From: FX (fxcoudert_at_gmail.com)
Date: Mon Apr 06 2020 - 05:01:55 CDT

Hi everyone,

I was thinking about a way to add cell information to files read or written in XYZ format. As you know there is no cell information recorded in the XYZ file format, but it is actually pretty easy to add some: each structure has a comment line, which different tools can use to store additional information. We can add the cell information there, in a format that is unambiguous to anyone reading the file:

1188
 generated by VMD, with cell: a=27.565001 b=38.624001 c=10.748000 alpha=93.489998 beta=90.900002 gamma=117.150002
 O 10.659605 14.038974 6.458052
 H 10.304418 14.500156 7.211330

and yet will be ignored by any tool that does not expect it.

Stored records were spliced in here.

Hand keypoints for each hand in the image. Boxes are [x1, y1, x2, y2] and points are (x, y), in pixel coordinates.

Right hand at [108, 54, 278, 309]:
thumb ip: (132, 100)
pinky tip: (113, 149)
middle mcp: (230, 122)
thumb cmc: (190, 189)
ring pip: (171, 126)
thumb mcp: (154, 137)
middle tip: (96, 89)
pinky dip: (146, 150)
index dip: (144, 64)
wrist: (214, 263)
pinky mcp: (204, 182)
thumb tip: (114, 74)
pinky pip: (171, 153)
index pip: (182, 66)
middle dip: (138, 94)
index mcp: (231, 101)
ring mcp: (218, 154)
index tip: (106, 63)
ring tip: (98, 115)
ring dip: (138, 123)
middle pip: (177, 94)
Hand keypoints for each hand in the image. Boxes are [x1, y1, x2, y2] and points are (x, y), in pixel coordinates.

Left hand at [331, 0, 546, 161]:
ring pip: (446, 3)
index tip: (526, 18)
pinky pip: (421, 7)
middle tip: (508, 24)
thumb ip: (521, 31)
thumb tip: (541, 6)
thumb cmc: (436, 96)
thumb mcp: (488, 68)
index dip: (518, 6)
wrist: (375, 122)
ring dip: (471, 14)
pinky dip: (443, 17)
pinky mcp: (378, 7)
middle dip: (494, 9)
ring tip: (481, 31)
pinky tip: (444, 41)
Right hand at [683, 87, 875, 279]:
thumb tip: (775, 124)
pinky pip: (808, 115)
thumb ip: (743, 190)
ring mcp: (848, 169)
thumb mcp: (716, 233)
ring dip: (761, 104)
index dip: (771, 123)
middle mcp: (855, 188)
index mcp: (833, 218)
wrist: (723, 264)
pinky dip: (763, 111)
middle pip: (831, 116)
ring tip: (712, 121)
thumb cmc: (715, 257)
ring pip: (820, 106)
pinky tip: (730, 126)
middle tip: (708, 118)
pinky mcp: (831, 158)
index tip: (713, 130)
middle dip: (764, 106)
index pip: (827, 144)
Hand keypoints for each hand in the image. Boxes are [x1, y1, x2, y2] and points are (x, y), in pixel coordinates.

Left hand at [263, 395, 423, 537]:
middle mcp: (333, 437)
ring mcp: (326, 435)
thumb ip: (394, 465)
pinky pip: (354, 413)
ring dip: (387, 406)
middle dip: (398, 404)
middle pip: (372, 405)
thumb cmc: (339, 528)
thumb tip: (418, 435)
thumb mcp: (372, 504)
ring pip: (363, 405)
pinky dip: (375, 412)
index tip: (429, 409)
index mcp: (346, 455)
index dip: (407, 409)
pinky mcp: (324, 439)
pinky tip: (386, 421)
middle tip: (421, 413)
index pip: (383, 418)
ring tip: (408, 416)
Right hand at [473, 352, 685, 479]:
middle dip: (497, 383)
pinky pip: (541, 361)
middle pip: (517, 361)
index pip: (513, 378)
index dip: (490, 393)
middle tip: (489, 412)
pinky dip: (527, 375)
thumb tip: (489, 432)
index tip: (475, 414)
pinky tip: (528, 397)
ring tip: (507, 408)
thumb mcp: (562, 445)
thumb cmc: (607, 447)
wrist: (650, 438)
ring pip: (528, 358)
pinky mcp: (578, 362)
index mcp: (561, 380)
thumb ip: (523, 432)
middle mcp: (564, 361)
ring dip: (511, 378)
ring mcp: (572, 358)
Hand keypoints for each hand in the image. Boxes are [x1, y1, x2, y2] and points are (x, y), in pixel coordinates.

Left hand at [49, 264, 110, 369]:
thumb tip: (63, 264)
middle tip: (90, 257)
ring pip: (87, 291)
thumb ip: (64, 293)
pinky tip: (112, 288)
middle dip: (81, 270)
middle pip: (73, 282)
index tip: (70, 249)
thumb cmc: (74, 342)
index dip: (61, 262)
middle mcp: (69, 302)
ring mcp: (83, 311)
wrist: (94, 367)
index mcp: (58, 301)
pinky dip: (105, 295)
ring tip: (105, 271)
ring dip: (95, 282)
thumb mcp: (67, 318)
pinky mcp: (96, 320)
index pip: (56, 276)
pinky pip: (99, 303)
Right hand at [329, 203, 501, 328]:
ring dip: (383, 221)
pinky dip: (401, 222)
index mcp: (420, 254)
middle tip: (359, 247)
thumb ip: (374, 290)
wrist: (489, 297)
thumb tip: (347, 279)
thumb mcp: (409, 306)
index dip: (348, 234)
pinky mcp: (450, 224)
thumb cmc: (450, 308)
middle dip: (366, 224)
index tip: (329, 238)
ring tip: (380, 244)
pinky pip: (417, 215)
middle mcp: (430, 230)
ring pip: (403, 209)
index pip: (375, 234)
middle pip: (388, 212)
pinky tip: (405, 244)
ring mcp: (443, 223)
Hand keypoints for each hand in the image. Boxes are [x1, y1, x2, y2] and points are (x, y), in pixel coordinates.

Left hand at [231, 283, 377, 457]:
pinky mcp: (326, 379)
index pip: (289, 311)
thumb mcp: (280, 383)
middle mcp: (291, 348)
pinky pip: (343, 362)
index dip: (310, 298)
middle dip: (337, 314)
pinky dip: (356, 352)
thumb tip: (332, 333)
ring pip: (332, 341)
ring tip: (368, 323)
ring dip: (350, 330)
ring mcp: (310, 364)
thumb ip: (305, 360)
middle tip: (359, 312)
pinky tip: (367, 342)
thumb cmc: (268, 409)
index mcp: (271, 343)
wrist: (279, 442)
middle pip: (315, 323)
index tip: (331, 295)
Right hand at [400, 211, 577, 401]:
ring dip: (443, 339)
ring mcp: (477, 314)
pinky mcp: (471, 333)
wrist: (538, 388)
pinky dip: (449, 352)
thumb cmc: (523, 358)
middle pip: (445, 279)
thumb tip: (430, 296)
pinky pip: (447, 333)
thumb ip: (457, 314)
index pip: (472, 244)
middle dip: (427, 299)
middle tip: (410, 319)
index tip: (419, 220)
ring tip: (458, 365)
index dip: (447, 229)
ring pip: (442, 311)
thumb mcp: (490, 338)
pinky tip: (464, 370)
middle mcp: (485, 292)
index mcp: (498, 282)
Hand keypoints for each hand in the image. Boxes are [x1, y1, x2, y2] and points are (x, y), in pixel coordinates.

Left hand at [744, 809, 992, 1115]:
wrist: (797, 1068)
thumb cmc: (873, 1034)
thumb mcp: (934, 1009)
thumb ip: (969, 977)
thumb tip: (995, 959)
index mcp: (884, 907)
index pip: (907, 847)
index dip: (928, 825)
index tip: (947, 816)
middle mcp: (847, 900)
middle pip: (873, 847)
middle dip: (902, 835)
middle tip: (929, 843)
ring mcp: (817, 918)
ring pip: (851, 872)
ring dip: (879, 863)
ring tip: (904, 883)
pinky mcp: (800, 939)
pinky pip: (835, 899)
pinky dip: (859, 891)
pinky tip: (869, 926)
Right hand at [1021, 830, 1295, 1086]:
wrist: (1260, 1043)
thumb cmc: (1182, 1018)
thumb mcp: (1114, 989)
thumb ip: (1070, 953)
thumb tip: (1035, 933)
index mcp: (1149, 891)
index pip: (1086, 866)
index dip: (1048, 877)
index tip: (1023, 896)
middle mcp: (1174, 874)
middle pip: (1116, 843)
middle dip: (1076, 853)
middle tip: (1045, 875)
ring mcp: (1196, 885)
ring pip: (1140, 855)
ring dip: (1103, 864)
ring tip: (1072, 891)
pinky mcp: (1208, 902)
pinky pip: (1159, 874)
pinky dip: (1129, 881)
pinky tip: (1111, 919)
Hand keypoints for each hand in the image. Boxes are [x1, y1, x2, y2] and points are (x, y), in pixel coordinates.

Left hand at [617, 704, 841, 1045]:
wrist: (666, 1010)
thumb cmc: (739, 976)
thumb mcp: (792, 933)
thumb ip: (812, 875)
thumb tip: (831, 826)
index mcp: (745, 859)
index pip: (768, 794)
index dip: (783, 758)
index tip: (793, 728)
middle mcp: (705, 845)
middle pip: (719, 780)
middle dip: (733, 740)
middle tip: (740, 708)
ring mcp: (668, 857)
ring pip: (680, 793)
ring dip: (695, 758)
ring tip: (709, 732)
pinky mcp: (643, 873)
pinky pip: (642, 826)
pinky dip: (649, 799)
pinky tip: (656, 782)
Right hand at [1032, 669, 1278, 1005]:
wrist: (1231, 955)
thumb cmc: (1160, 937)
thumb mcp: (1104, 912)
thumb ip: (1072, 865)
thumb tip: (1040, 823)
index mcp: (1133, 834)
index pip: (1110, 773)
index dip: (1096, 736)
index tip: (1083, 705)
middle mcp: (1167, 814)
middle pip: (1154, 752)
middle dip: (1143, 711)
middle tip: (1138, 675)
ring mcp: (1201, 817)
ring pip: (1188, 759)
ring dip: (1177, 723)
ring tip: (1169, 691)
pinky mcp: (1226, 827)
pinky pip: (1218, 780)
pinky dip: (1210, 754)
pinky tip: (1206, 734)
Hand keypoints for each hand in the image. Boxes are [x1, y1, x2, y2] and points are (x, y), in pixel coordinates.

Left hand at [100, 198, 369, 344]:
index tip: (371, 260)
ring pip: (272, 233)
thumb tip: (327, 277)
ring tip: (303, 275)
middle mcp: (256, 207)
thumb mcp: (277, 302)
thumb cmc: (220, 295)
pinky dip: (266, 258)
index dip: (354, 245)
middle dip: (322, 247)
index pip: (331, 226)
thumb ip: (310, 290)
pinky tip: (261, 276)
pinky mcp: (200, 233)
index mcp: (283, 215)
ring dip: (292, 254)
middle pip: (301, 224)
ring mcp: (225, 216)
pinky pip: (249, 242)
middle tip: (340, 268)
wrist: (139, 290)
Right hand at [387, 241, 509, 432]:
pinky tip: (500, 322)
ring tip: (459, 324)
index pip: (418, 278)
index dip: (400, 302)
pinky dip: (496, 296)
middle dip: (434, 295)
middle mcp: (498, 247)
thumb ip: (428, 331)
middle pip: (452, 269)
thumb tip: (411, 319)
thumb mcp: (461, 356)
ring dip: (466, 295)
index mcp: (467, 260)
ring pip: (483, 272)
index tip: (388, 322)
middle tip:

I also added the code to read back the information, so that XYZ files can be round-tripped with no loss of information. This can also allow other tools to start adding cell information in the future, in particular users’ own conversion/analysis scripts. The reading code is completely specific about what it expects, to avoid reading wrong information. It will only read information in the specific format above, where all the a= b= c= alpha= beta= gamma= fields are provided and non-zero. Otherwise, we fall back to the current behaviour.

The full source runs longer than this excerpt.